De dag na de UHT ben ik de hele tijd met de pijnlijke rechtervoet in de weer. Rekken, strekken, rollen, masseren etcetera ad infinitum. Het móet overgaan, en wel nu meteen. Op dinsdagavond ga ik naar de baan – wegens een vergadering op woensdag een dag te vroeg. Ik geef mezelf de strikte opdracht om het hoofdprogramma te skippen wanneer ik tijdens het voorprogramma te veel last heb. Maar ik voel de voet nauwelijks, en loop een stuk lekkerder dan een week eerder. Niet snel, maar dat zij maar zo.
Op donderdagochtend ga ik met tegenzin de deur uit voor een rondje, en nu heb ik opeens wél weer last. Ik loop een minirondje, waarbij ik ook nog twee wandelstukken inlas. Wel een mooie gelegenheid om weer wat uitvalspassen en squats te doen, en me bij een bankje een paar keer op te drukken.

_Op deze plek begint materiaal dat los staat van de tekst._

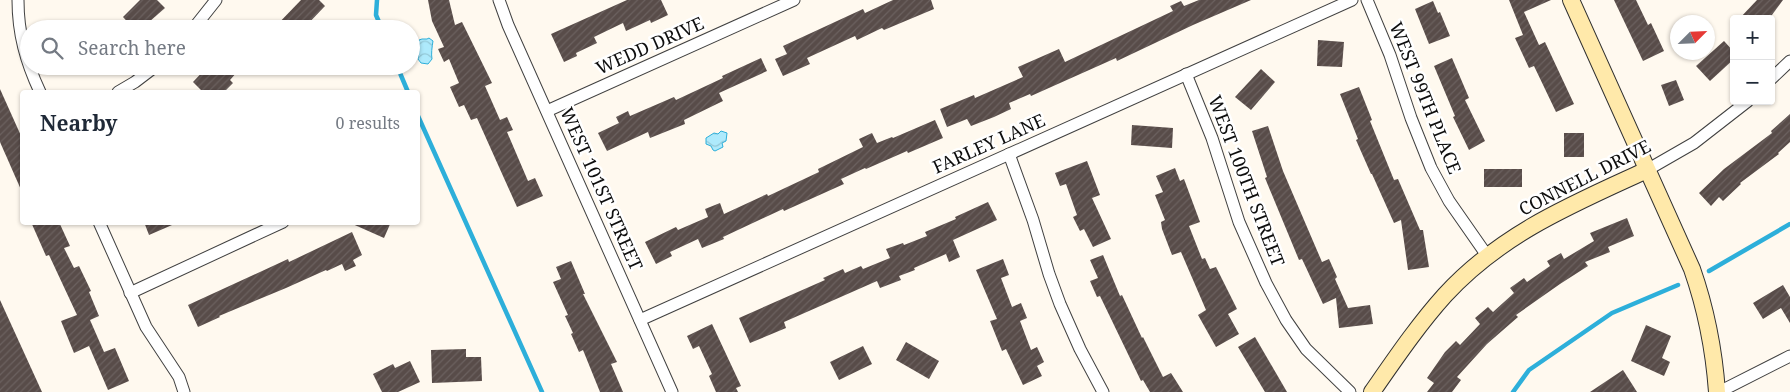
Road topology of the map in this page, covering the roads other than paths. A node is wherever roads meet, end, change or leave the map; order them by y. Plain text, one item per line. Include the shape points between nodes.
1 (18, 0) edge
2 (216, 0) edge
3 (499, 0) edge
4 (794, 0) edge
5 (1352, 0) edge
6 (1367, 0) edge
7 (1571, 0) edge
8 (200, 20) edge
9 (20, 34) edge
10 (1790, 61) edge
11 (1186, 74) junction
12 (32, 75) edge
13 (145, 75) edge
14 (1775, 76) edge
15 (39, 90) edge
16 (122, 90) edge
17 (1743, 105) edge
18 (547, 111) junction
19 (1009, 154) junction
20 (1647, 170) junction
21 (100, 225) edge
22 (277, 225) edge
23 (1488, 257) junction
24 (130, 293) junction
25 (640, 320) junction
26 (1790, 356) edge
27 (184, 392) edge
28 (672, 392) edge
29 (1103, 392) edge
30 (1350, 392) edge
31 (1372, 392) edge
32 (1718, 392) edge

1 - 9 street
2 - 8 street
3 - 18 street, WEST 101ST STREET
4 - 18 street, WEDD DRIVE
5 - 11 street, FARLEY LANE
6 - 23 street, WEST 99TH PLACE via 1431,168 1449,201
7 - 20 street
10 - 14 street
11 - 19 street, FARLEY LANE
11 - 30 street, WEST 100TH STREET via 1212,138 1239,222 1266,284 1306,349
12 - 15 street
13 - 16 street
17 - 20 street, CONNELL DRIVE via 1694,143
18 - 25 street, WEST 101ST STREET
19 - 25 street, FARLEY LANE
19 - 29 street via 1060,304
20 - 23 street, CONNELL DRIVE via 1547,217
20 - 32 street via 1702,298
21 - 24 street
22 - 24 street
23 - 31 street, CONNELL DRIVE via 1446,294 1416,329
24 - 27 street via 146,326 179,377
25 - 28 street, WEST 101ST STREET
26 - 32 street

Op zaterdag moet ik mezelf werkelijk m’n bed uit schóppen om te gaan lopen. Eenmaal buiten, blijkt het behoorlijk lekker. Ik ben van plan om weer eens elke zesde minuut te versnellen, want het wordt tijd dat ik weer iets aan mijn tempo ga doen. Bij de zesde minuut is mijn hartslag nog torenhoog, dus die hoeft niet. De twaalfde minuut ontgaat me. Als dan ook de achttiende aan me voorbijgegaan is zonder dat ik het in de gaten had, laat ik het idee van minuutjes versnellen maar los. Ik loop niet snel, maar voel nauwelijks een pijntje en ben weer eens blij dat ik de tegenzin heb overwonnen. Zó voorspelbaar.
Op dinsdag een iets langer rondje. Ik ben niet heel fit, en vind het zwaar, maar dat kan ook komen doordat ik net iets sneller loop dan ik eigenlijk doorheb. Ik geniet van de dageraad, het Spaarne, de Ringvaart, het polderlandschap, de molens, de wolkenlucht. Die hagelbui op het laatst had dan weer niet per se gehoeven.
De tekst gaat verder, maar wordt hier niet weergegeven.